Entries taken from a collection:

--- --- ---

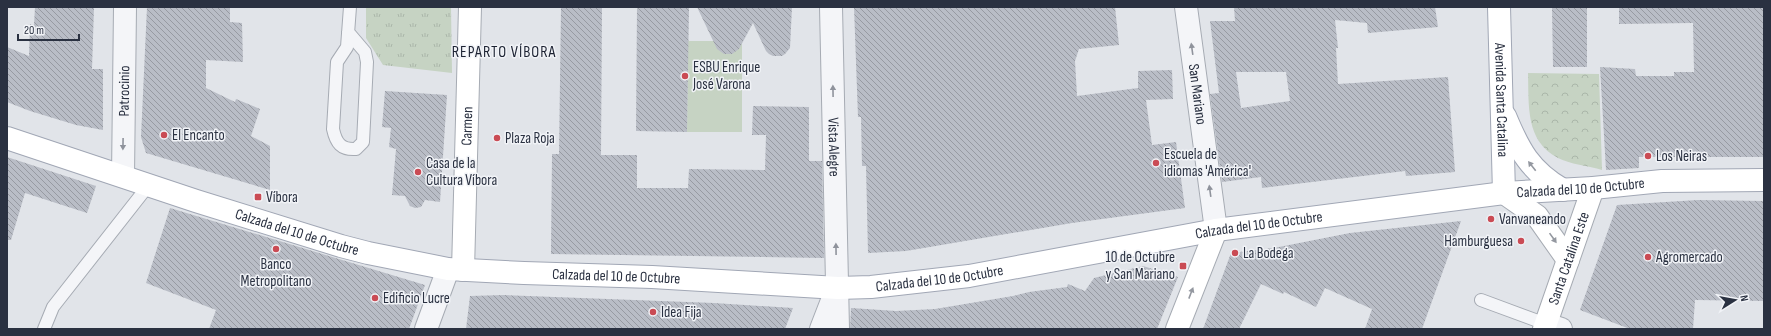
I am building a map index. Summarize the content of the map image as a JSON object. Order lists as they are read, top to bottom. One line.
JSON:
{"streets":{"main road":["Avenida Santa Catalina","Carmen","Calzada del 10 de Octubre","Santa Catalina Este"],"street":["Patrocinio","San Mariano","Vista Alegre"]},"crossings":[["Patrocinio","Calzada del 10 de Octubre"],["San Mariano","Calzada del 10 de Octubre"],["Avenida Santa Catalina","Calzada del 10 de Octubre"],["Carmen","Calzada del 10 de Octubre"],["Vista Alegre","Calzada del 10 de Octubre"],["Calzada del 10 de Octubre","Santa Catalina Este"]],"one_way":["Patrocinio","San Mariano","Vista Alegre"],"districts":["REPARTO VÍBORA"],"places":{"other":["ESBU Enrique José Varona","El Encanto","Plaza Roja","Los Neiras","Escuela de idiomas 'América'","Casa de la Cultura Víbora","Vanvaneando","Hamburguesa","Banco Metropolitano","La Bodega","Agromercado","Edificio Lucre","Idea Fija"],"transit":["Víbora","10 de Octubre y San Mariano"]},"scale_bar":"20 m","north":"right"}
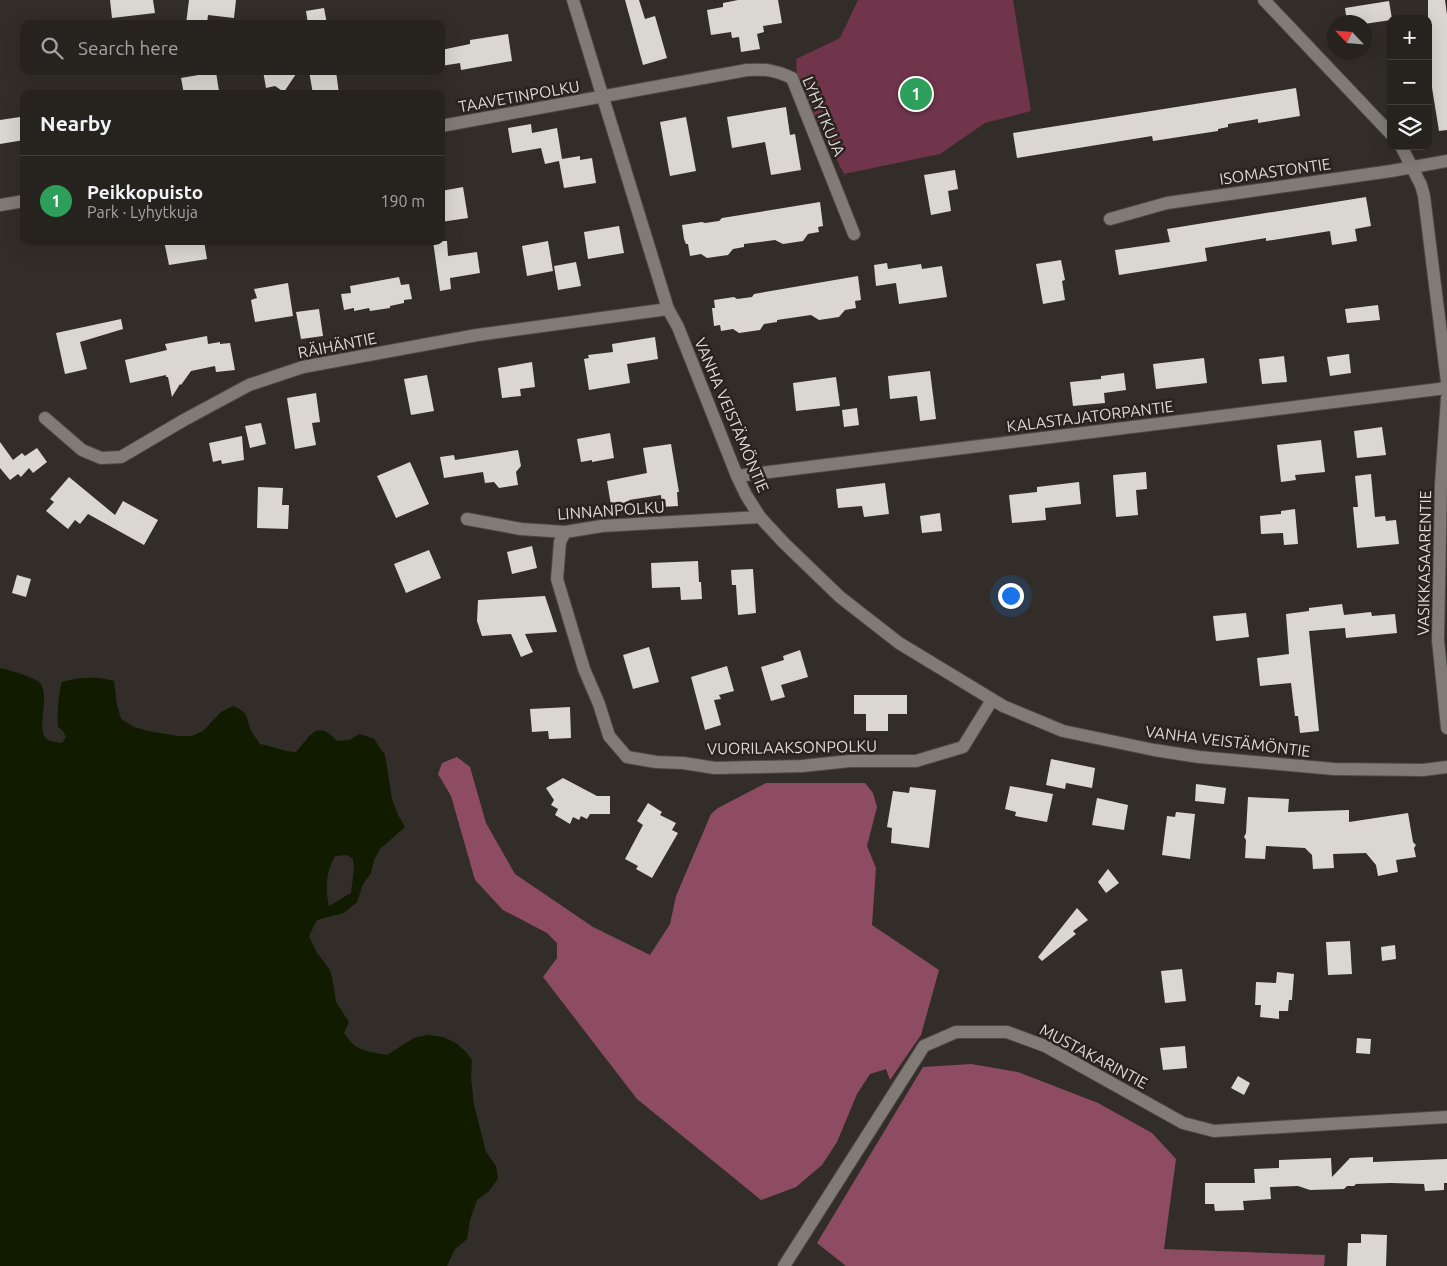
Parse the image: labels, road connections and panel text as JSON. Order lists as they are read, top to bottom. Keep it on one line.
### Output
{"streets":{"street":["TAAVETINPOLKU","LYHYTKUJA","ISOMASTONTIE","RÄIHÄNTIE","VANHA VEISTÄMÖNTIE","KALASTAJATORPANTIE","LINNANPOLKU","VASIKKASAARENTIE","VUORILAAKSONPOLKU","MUSTAKARINTIE"]},"crossings":[["TAAVETINPOLKU","LYHYTKUJA"],["TAAVETINPOLKU","VANHA VEISTÄMÖNTIE"],["LYHYTKUJA","VANHA VEISTÄMÖNTIE"],["RÄIHÄNTIE","VANHA VEISTÄMÖNTIE"],["VANHA VEISTÄMÖNTIE","KALASTAJATORPANTIE"],["VANHA VEISTÄMÖNTIE","LINNANPOLKU"],["VANHA VEISTÄMÖNTIE","VUORILAAKSONPOLKU"],["LINNANPOLKU","VUORILAAKSONPOLKU"]],"north":"top left","page":{"map_buttons":["+","−"],"search":"Search here","pins":"1","heading":"Nearby","list":[{"mark":"1","name":"Peikkopuisto","note":"Park · Lyhytkuja","value":"190 m"}]}}
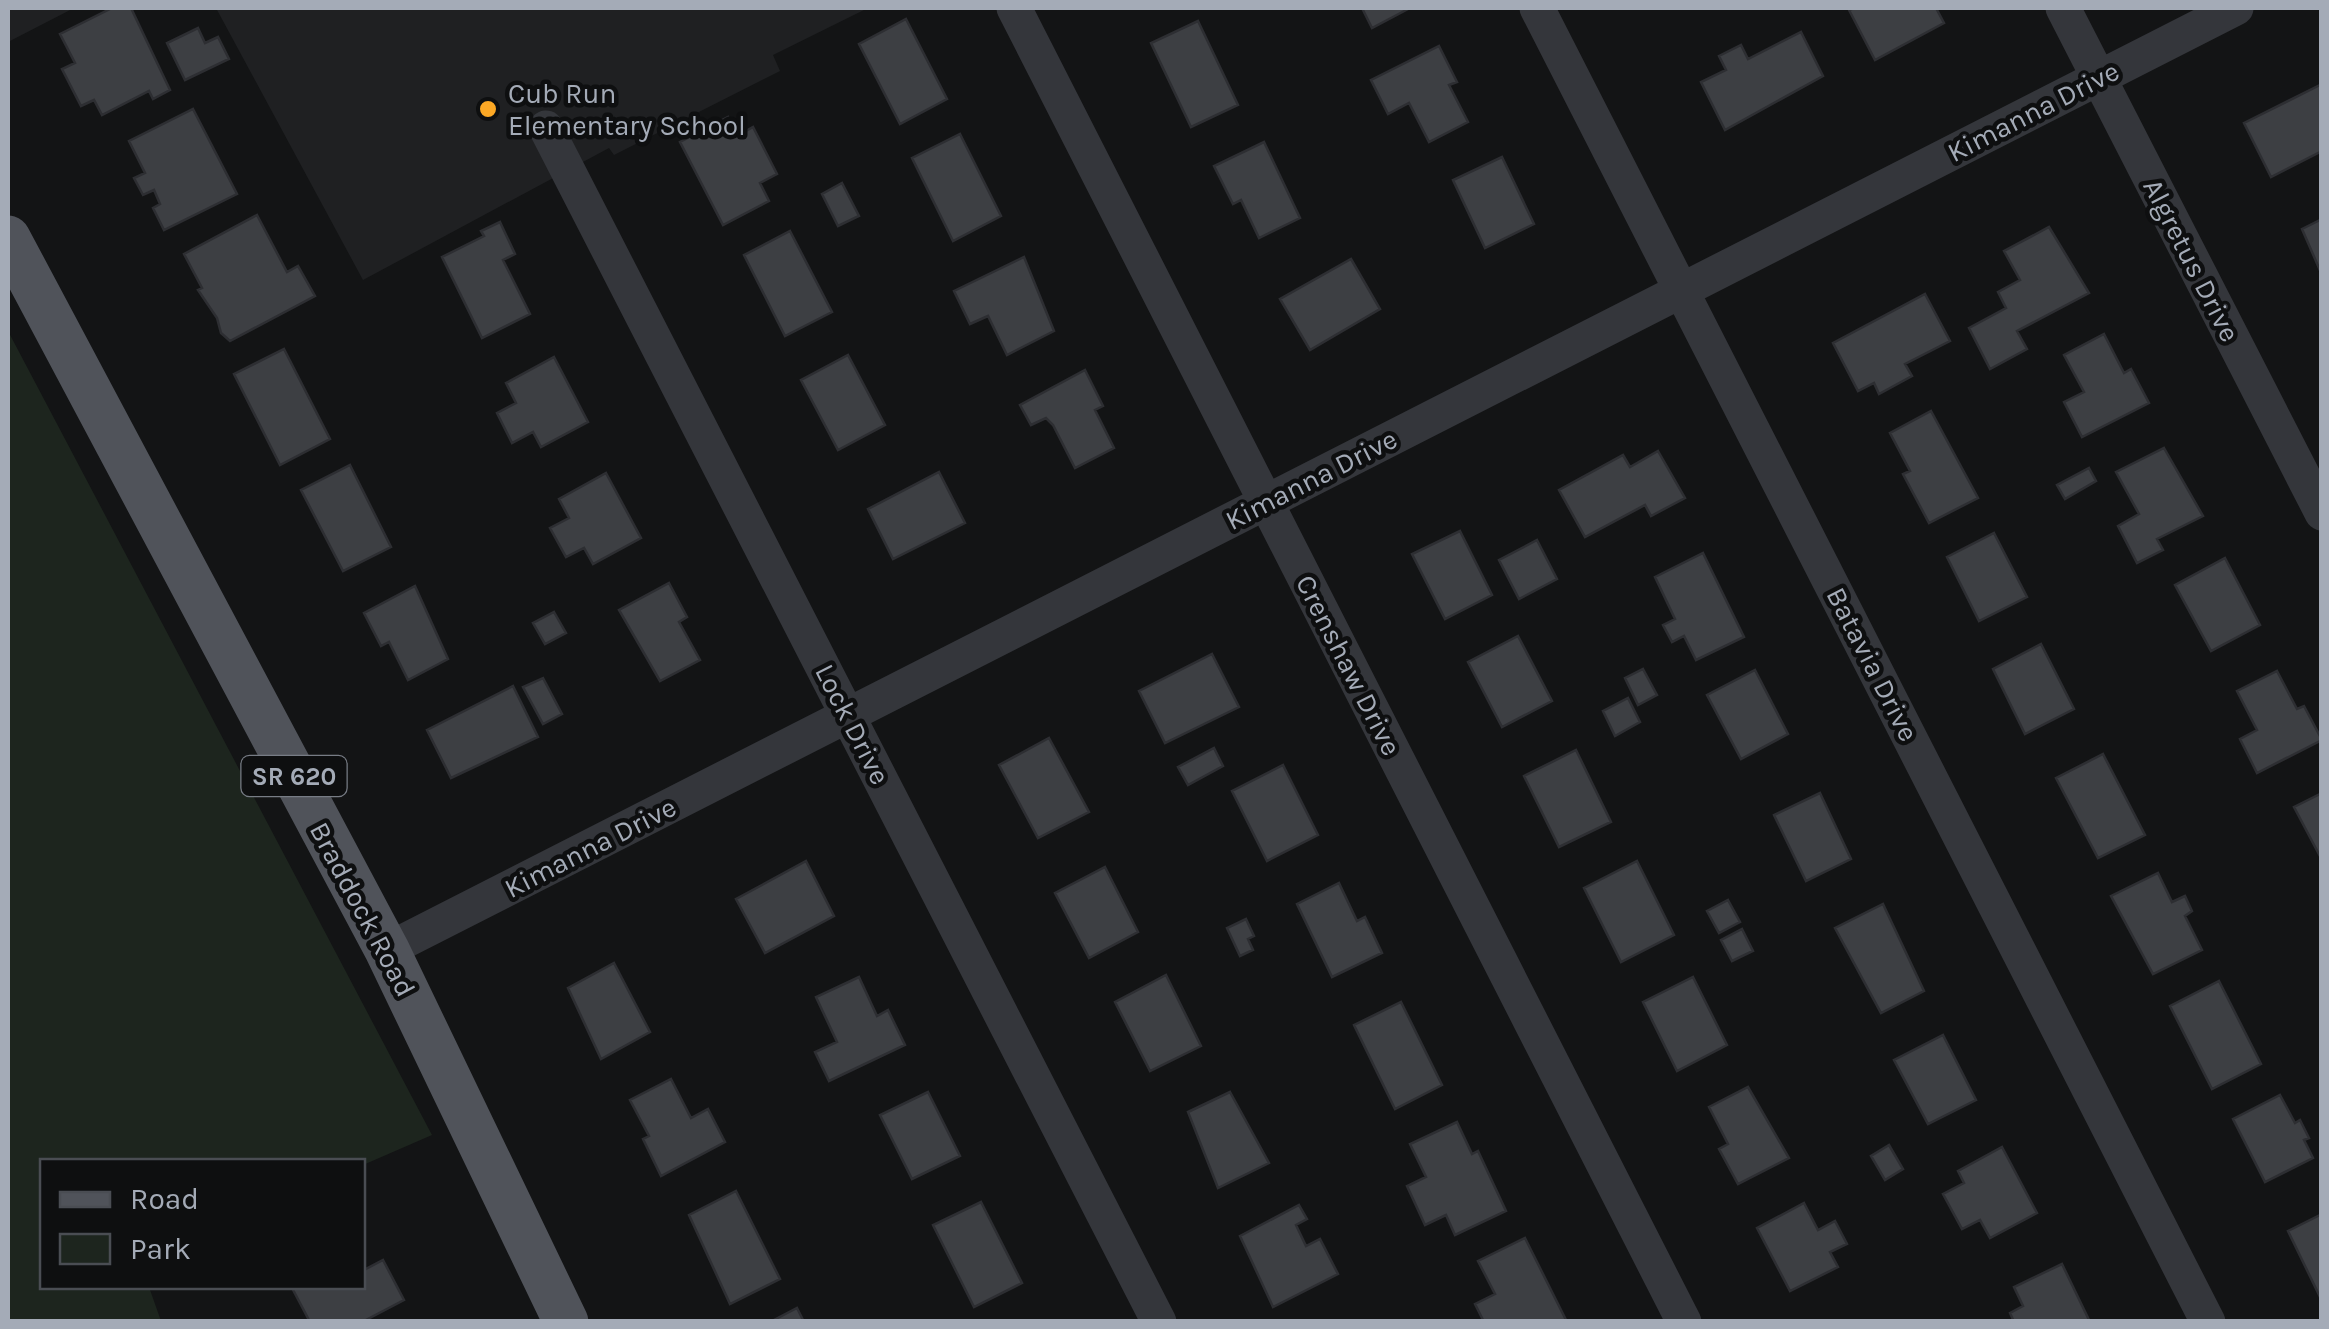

--- --- ---

> DESCRIPTION OF THE TASK: In the copy, each entry above must match exactly, and no picture may be carried over.

> WRITTEN REPLY:
I am building a map index. Summarize the content of the map image as a JSON object. Order lists as they are read, top to bottom. One line.
JSON:
{"streets":{"main road":["Avenida Santa Catalina","Carmen","Calzada del 10 de Octubre","Santa Catalina Este"],"street":["Patrocinio","San Mariano","Vista Alegre"]},"crossings":[["Patrocinio","Calzada del 10 de Octubre"],["San Mariano","Calzada del 10 de Octubre"],["Avenida Santa Catalina","Calzada del 10 de Octubre"],["Carmen","Calzada del 10 de Octubre"],["Vista Alegre","Calzada del 10 de Octubre"],["Calzada del 10 de Octubre","Santa Catalina Este"]],"one_way":["Patrocinio","San Mariano","Vista Alegre"],"districts":["REPARTO VÍBORA"],"places":{"other":["ESBU Enrique José Varona","El Encanto","Plaza Roja","Los Neiras","Escuela de idiomas 'América'","Casa de la Cultura Víbora","Vanvaneando","Hamburguesa","Banco Metropolitano","La Bodega","Agromercado","Edificio Lucre","Idea Fija"],"transit":["Víbora","10 de Octubre y San Mariano"]},"scale_bar":"20 m","north":"right"}
Parse the image: labels, road connections and panel text as JSON. Order lists as they are read, top to bottom. Keep it on one line.
### Output
{"streets":{"street":["TAAVETINPOLKU","LYHYTKUJA","ISOMASTONTIE","RÄIHÄNTIE","VANHA VEISTÄMÖNTIE","KALASTAJATORPANTIE","LINNANPOLKU","VASIKKASAARENTIE","VUORILAAKSONPOLKU","MUSTAKARINTIE"]},"crossings":[["TAAVETINPOLKU","LYHYTKUJA"],["TAAVETINPOLKU","VANHA VEISTÄMÖNTIE"],["LYHYTKUJA","VANHA VEISTÄMÖNTIE"],["RÄIHÄNTIE","VANHA VEISTÄMÖNTIE"],["VANHA VEISTÄMÖNTIE","KALASTAJATORPANTIE"],["VANHA VEISTÄMÖNTIE","LINNANPOLKU"],["VANHA VEISTÄMÖNTIE","VUORILAAKSONPOLKU"],["LINNANPOLKU","VUORILAAKSONPOLKU"]],"north":"top left","page":{"map_buttons":["+","−"],"search":"Search here","pins":"1","heading":"Nearby","list":[{"mark":"1","name":"Peikkopuisto","note":"Park · Lyhytkuja","value":"190 m"}]}}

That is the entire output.